The most nauseating example of this hypocrisy was the recycling of images of Bashar al-Assad's victims as Israeli Prime Minister Benjamin Netanyahu's victims, as if there were a shortage atrocity photos emanating from Gaza.
Not only were these victims robbed of their dignity by these repurposed images, not only were their perpetrators absolved, but the credibility and the moral high ground of the Gaza solidarity campaign was damaged by this heartless mendacity, to the glee of rightist and Zionist websites.
For "pro-Palestine" activists that have abandoned Palestinians to their fate at the hands of the Syrian regime, or betrayed them by siding with the regime, the ironies abound.

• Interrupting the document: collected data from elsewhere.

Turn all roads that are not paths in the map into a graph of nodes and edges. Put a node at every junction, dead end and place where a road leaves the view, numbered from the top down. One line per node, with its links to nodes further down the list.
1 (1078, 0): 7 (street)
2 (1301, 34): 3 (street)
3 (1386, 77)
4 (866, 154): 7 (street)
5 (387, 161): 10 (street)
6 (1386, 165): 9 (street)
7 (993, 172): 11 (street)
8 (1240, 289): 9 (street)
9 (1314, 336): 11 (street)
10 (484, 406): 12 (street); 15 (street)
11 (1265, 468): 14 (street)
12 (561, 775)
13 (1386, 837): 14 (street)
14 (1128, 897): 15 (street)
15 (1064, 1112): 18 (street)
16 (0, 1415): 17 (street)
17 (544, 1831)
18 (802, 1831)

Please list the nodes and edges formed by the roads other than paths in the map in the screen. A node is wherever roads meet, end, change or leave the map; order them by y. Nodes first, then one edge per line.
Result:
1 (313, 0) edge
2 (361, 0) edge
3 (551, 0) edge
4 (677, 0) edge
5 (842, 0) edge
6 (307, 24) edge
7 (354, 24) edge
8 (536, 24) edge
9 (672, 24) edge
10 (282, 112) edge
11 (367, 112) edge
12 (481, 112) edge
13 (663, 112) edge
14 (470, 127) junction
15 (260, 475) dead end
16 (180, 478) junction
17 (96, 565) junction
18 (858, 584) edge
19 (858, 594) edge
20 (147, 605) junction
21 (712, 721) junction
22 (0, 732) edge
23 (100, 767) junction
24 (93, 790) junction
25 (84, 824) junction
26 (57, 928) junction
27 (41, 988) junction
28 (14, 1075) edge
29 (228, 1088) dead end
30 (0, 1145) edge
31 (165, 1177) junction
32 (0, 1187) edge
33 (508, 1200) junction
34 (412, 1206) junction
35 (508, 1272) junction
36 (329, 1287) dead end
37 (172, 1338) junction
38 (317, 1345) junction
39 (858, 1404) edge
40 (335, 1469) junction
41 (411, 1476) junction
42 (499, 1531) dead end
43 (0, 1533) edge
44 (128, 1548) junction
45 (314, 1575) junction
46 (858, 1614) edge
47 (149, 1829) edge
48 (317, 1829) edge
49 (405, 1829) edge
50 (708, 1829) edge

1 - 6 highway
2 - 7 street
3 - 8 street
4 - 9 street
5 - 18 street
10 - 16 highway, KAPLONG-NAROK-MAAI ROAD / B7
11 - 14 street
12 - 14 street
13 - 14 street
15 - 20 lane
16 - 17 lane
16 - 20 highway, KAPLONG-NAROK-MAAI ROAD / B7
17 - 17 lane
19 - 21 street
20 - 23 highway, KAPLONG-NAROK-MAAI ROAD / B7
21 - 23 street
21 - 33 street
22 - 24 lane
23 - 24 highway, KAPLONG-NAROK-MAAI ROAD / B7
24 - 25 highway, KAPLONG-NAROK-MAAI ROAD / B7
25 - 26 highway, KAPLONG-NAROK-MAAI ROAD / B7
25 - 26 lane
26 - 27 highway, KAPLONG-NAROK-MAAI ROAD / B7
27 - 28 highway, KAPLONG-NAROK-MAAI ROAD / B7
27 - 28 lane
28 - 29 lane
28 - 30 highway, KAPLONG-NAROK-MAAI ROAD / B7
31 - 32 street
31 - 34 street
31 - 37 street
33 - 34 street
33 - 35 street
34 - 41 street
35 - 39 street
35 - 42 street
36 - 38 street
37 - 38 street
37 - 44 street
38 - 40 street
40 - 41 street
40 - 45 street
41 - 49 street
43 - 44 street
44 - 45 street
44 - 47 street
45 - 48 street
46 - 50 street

Out of one side of their mouths, they attack liberals and soft Zionists for blaming "both sides" for the Gaza crisis; out of the other side of their mouths, they blame "both sides" in Syria for the regime's starvation of Yarmouk refugee camp located near Damascus. Out of one side of their mouths, they reject Israel's claim that Hamas has left them "no choice" but to take military action against the most destitute and oppressed people in the region; out of the other side of their mouths, they repeat the Syrian regime's claim it has "no choice" but to act in "self-defense" against armed militants espousing Islamist ideology. The sacred right of Palestinians displaced in 1948 to return home is useless to the dead, and at least 2,000 of them will never be able to exercise that right thanks to the regime. What about their right to live? What about their right to food, clothes, and shelter, a right that trumps what any armed group decides to do?
More ironic than these obvious hypocrisies is the fact that the very Palestinians that these "pro-Palestine" activists claim to support, defend, and love support the Syrian revolution and hate Assad. Being subject to collective punishment, torture, and mass murder has a funny way of providing the kind of moral and political clarity that utterly escapes activists festooned with advanced degrees in post-colonial studies or who worship at the altar of washed up Marxist wannabes.

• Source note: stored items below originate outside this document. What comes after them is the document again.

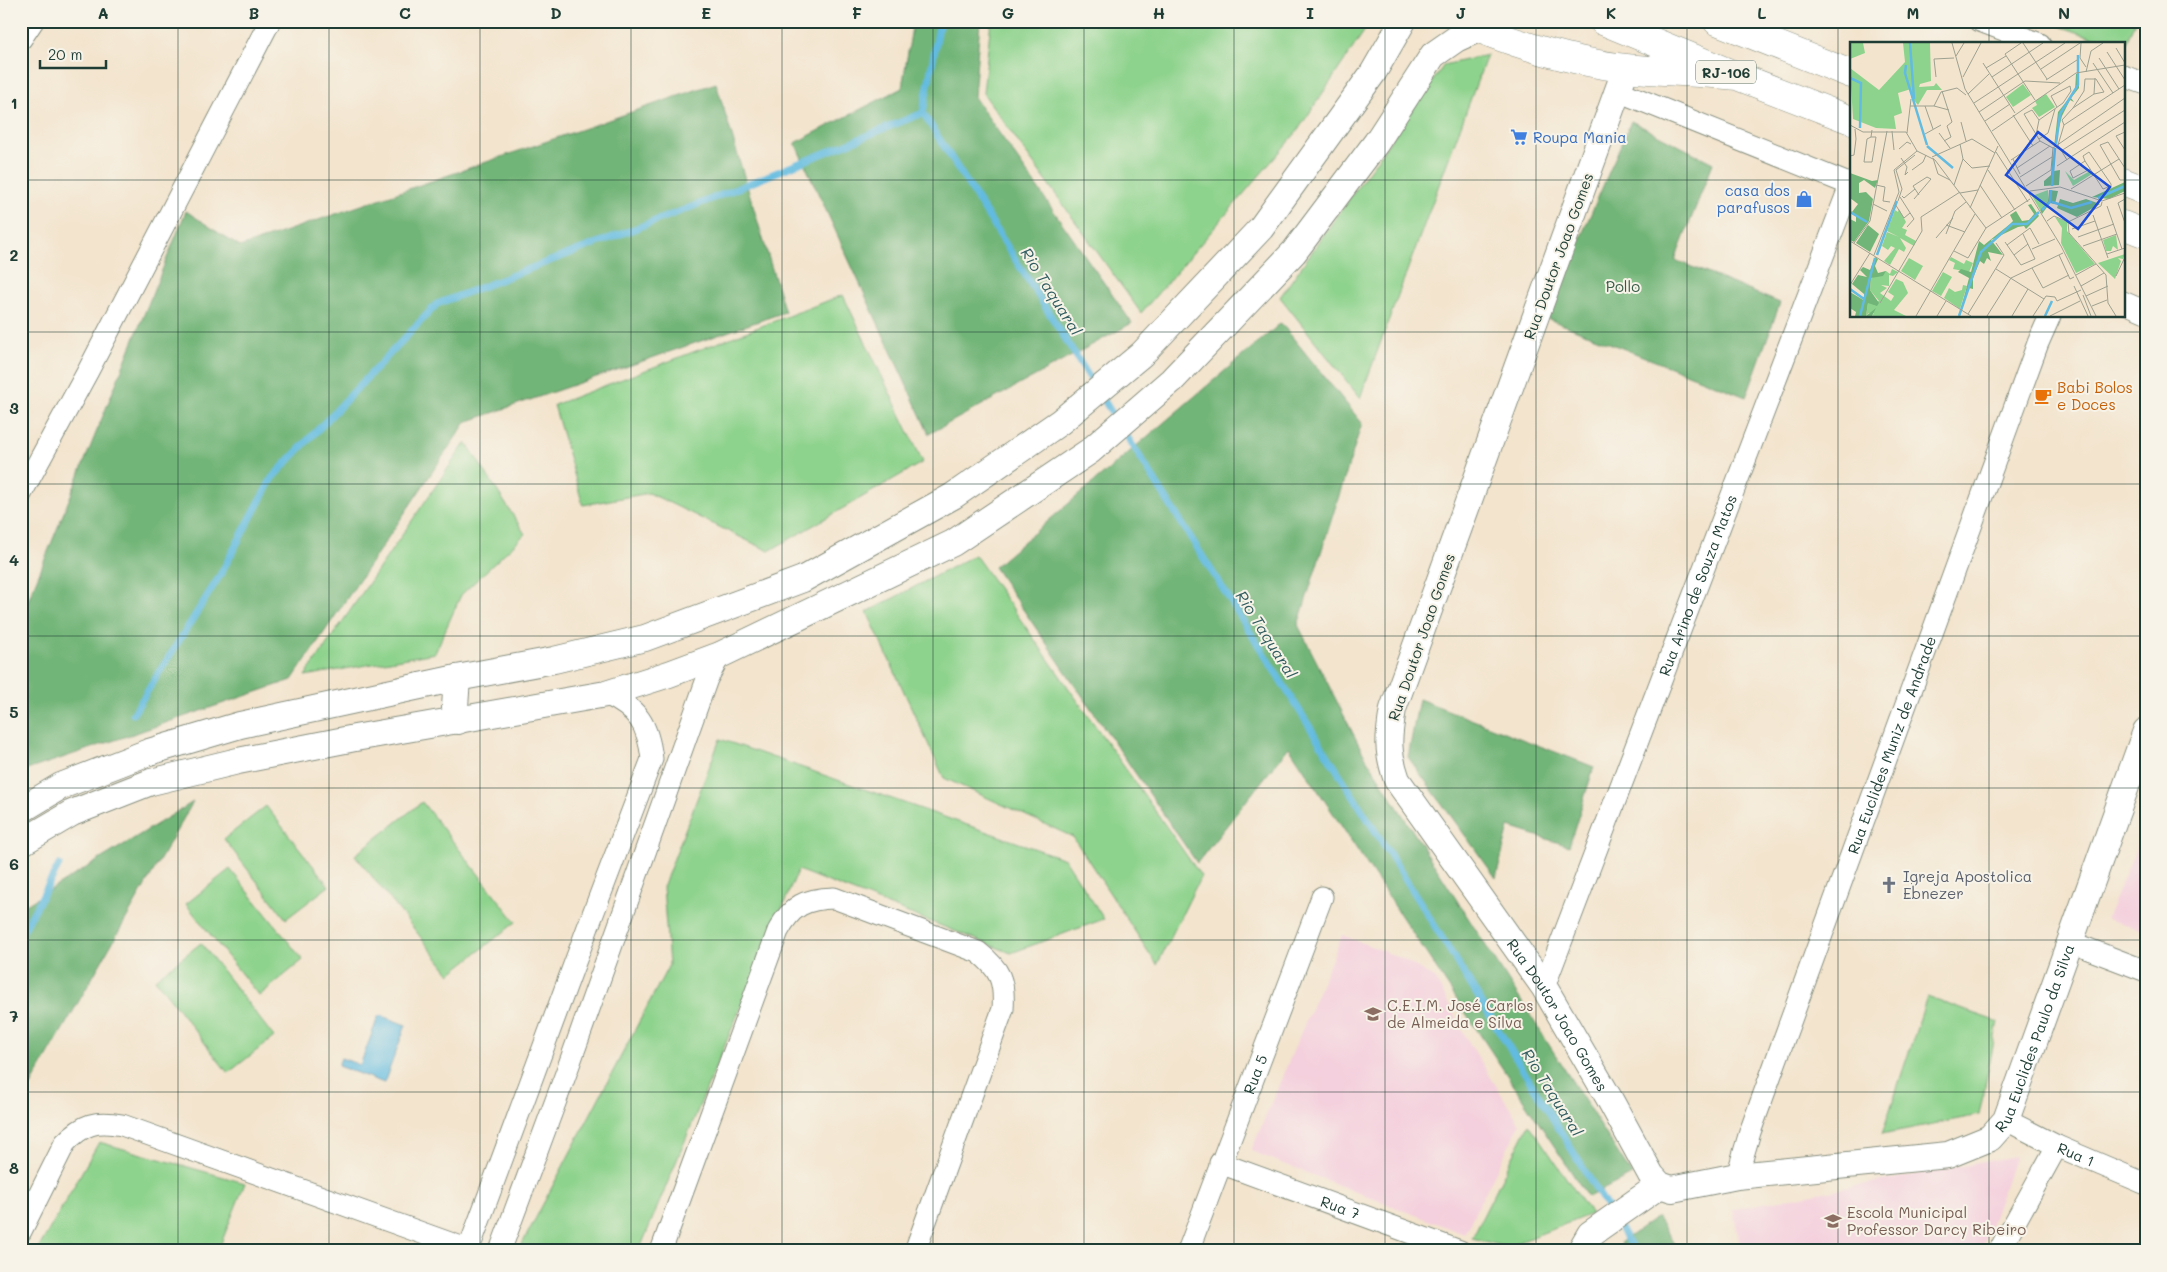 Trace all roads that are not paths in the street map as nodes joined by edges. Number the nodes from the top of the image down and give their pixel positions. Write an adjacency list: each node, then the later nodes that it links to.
1 (33, 21): 8 (street)
2 (270, 21): 26 (street)
3 (1603, 21): 12 (highway, RJ-106)
4 (1980, 21): 9 (street)
5 (1727, 23): 11 (highway, RJ-106)
6 (1469, 25): 10 (street); 14 (highway)
7 (1400, 28): 10 (street); 27 (street)
8 (21, 39)
9 (2035, 42)
10 (1432, 55): 28 (street)
11 (1850, 74)
12 (1737, 76): 14 (highway); 16 (highway, RJ-106)
13 (2124, 76): 15 (street)
14 (1622, 79): 18 (street); 41 (street, Rua Doutor Joao Gomes)
15 (2146, 84)
16 (1850, 120)
17 (2124, 182): 20 (highway)
18 (1850, 184)
19 (1850, 187): 41 (street, Rua Arino de Souza Matos)
20 (2146, 191)
21 (2124, 225): 22 (highway)
22 (2146, 234)
23 (2124, 302): 24 (street)
24 (2146, 312)
25 (2049, 318): 45 (street, Rua Euclides Muniz de Andrade)
26 (21, 494)
27 (804, 579): 28 (street); 30 (street)
28 (819, 609): 29 (street)
29 (720, 656): 31 (street); 52 (street)
30 (456, 678): 32 (street); 34 (street)
31 (606, 694): 32 (street); 50 (street)
32 (458, 721): 36 (street)
33 (2146, 731): 39 (street, Rua Euclides Paulo da Silva)
34 (61, 786): 35 (street); 36 (street)
35 (21, 810)
36 (72, 813): 37 (street)
37 (21, 843)
38 (1322, 898): 44 (street, Rua 5)
39 (2070, 942): 40 (street); 42 (street, Rua Euclides Paulo da Silva)
40 (2146, 970)
41 (1544, 987): 47 (street, Rua Doutor Joao Gomes)
42 (2006, 1120): 43 (street, Rua 1); 45 (street, Rua Euclides Paulo da Silva)
43 (2057, 1146): 46 (street, Rua 1); 56 (street)
44 (1220, 1163): 51 (street, Rua 7); 55 (street, Rua 5)
45 (1737, 1176): 47 (street, Rua Euclides Paulo da Silva)
46 (2146, 1184)
47 (1652, 1192): 49 (street)
48 (21, 1231): 50 (street)
49 (1585, 1242)
50 (469, 1250)
51 (1454, 1250)
52 (500, 1251)
53 (661, 1251): 54 (street)
54 (915, 1251)
55 (1188, 1251)
56 (1999, 1251)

Like the Palestinian masses, Hamas supported the Syrian uprising; it not only moved its headquarters from Damascus but shared the military knowledge it obtained from Hezbollah with the Free Syrian Army (FSA) when the FSA fought Hezbollah and the regime at Qusayr in June 2013. For following the Palestinian street and doing the right thing, Iran cut off Hamas' funding; 40,000 civil service and security employees in Gaza went without pay, a high price to pay for showing solidarity. The overthrow and suppression of Egypt's Muslim Brotherhood—which constituted Hamas' other major funding source—forced Hamas to seek Iranian patronage once more, and its funding was restored in exchange for moderating its Syria stance in early 2014. But unlike the activist "pro-Palestinian" cliques who scabbed on Syrian (and Palestinian) freedom fighters on the pretext that they are backed financially by the Saudi and Qatari governments, free Syrians acted as consistent internationalists by refusing to withhold solidarity from Gaza on the grounds that Hamas is funded by their number one enemy, Iran.
When Stop the War Coalition leader Lindsey German was called out for this kind of selective internationalism, her cop-out response was that, the organisation was not active on Syria because that "isn't Stop the War's job." Its focus is on what "Britain and the US are doing." This is a lie. The coalition chooses not to agitate around the petition to end the British government's financial dealings with Russian arms manufacturer Rosoboronexport (perhaps the coalition thinks being killed with a Russian MiG flown by the Syrian regime rather than an American F-16 flown by Israel is somehow less murderous). The coalition has not joined with the Syria Solidarity Movement to campaign to let more Syrian refugees into Britain, although that hasn't stopped Stop the War from posting website articles denouncing Prime Minister David Cameron's refugee policy as as "cynical," itself a cynical criticism given the coalition's refusal to do more than Cameron for the refugees.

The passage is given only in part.